Fin da quando ho salutato Singapore, nella mia testa continua a rincorrersi il ricordo dei 2”5 sec rifilati da Vettel in gara a tutto il resto del gruppo, Webber compreso.

PREMESSA: Con questo ragionamento a “voce alta” non voglio togliere nulla a Sebastian Vettel che interpreta la sua Red Bull al meglio e non voglio puntare il dito contro nessuno, ma ho il piacere di raccontare quello che ho visto e sentito durante i tre giorni.

Per la mia esperienza 2.5 sec al giro sono un’enormità. In termini di telaio e motore, rappresentano uno sviluppo di quasi tre generazioni. Inoltre il divario tra Vettel e Grosjean (in FP3) e Rosberg (in Qualifica) era solamente di pochi decimi. Il sabato il tedesco avrà anche giocato al “gatto e al topo” ma qualcosa non torna comunque.

DUBBIO 1: dalla mia suite, per osservare e confrontare lo stile di guida tra i vari piloti, avevo preso dei punti fissi di riferimento della pista come i “panettoni” posti all’interno della curva che immette su Republic Boulevard per non far tagliare il cordolo. In quel punto mi ha colpito la guida pulitissima di Vettel. Era in grado di percorrere tutto quel tratto di pista senza effettuare nessuna correzione, diversamente da tutti i suoi avversari (compagno compreso). Tempi alla mano ha fatto una grande differenza anche nel T3, il settore più guidato

DUBBIO 2: sempre nel medesimo tratto di pista Sebastian era in grado di aprire il gas 50 mt prima di tutti gli altri, Webber compreso. Mentre tutti i piloti acceleravano nel medesimo punto, Vettel riusciva ad anticiparli di diversi metri. L’aspetto che però mi ha colpito maggiormente era il “rumore” del motore emesso della RB1 in uscita. Oltre ad accelerare 50 mt prima, il Renault del tedesco “grattava” in modo completamente diverso da tutti gli altri propulsori francesi, compreso quello di Mark. Ricordava molto il rumore emesso quando nelle stagioni passate entrava in azione (in accelerazione) il Traction Control.

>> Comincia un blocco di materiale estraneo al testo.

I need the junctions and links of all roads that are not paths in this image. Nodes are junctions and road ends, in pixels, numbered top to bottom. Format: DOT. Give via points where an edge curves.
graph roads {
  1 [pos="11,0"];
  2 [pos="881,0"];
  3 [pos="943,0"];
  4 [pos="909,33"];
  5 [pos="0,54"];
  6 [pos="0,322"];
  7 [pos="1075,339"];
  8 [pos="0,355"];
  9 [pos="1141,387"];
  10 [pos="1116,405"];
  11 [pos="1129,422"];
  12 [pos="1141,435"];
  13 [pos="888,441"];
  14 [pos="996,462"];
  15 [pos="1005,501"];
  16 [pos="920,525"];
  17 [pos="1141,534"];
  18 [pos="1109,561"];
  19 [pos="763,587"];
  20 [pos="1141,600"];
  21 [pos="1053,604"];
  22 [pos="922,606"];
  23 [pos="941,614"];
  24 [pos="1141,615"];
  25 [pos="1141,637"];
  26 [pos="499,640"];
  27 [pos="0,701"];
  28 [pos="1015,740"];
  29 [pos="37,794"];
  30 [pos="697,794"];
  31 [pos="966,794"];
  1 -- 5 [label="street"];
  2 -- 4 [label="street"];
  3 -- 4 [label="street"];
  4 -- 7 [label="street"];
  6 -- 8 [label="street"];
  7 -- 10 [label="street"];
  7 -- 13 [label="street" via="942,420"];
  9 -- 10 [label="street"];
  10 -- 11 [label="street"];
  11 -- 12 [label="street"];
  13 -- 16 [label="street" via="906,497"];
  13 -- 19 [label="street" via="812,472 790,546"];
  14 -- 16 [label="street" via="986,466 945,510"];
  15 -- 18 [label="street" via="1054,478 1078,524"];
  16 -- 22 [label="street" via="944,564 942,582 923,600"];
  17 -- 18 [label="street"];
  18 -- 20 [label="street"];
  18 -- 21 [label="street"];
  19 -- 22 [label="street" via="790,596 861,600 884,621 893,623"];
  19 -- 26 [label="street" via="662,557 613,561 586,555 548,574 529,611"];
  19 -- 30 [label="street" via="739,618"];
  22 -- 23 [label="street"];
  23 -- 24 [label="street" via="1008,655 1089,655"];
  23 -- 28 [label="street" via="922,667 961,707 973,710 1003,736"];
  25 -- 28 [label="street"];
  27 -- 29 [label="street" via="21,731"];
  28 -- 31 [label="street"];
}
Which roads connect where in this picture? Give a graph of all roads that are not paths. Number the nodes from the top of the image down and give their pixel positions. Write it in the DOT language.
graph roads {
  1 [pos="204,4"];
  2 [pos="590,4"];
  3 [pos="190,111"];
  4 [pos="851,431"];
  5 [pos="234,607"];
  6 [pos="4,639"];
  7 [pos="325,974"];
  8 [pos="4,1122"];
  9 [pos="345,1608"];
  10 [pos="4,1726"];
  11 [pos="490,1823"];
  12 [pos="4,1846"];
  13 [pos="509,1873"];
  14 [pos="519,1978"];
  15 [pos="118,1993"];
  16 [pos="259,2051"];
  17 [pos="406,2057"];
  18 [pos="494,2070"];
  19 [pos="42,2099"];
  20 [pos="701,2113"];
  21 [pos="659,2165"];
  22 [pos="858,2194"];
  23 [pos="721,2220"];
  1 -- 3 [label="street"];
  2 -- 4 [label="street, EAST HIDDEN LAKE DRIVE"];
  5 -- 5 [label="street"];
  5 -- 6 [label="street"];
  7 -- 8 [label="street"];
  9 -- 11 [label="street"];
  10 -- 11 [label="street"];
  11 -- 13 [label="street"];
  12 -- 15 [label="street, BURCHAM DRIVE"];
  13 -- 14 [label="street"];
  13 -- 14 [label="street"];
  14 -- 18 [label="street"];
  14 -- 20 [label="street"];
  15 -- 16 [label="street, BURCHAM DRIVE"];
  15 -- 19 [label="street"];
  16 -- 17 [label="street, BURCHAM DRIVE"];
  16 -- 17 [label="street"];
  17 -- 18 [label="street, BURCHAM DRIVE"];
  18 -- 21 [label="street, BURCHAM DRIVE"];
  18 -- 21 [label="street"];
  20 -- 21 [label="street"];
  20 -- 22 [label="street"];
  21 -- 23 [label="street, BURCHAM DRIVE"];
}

In aggiunta questo “rumore” veniva percepito solamente quando Vettel inanellava i suoi giri strabilianti. Ad esempio dopo il rientro della SC si è reso autore di una grande ripartenza inanellando poi dei giri impressionanti fino a portare il suo vantaggio a 32” su Alonso per poi stabilizzarsi, cautelandosi così da un eventuale pit stop aggiuntivo. In quegli istanti il Renault “tagliava” la potenza in modo anomalo rispetto al suo compagno di squadra e a tutti gli altri piloti (Renault e non)

Principalmente questi aspetti (1- la guida altamente pulita di Vettel; 2- aprire il gas 50 mt prima di tutti gli altri; 3- il “rumore” anomalo Renault della RB1; 4- gli oltre 2” rifilati in gara a tutti gli avversari) mi fanno pensare e mi piacerebbe avere qualche risposta. Sospetti che si fanno più importanti pensando che Webber non era in grado di fare tutto questo, essendo tra i comuni terrestri… Non voglio accusare nessuno, ma mi piacerebbe approfondire questi aspetti.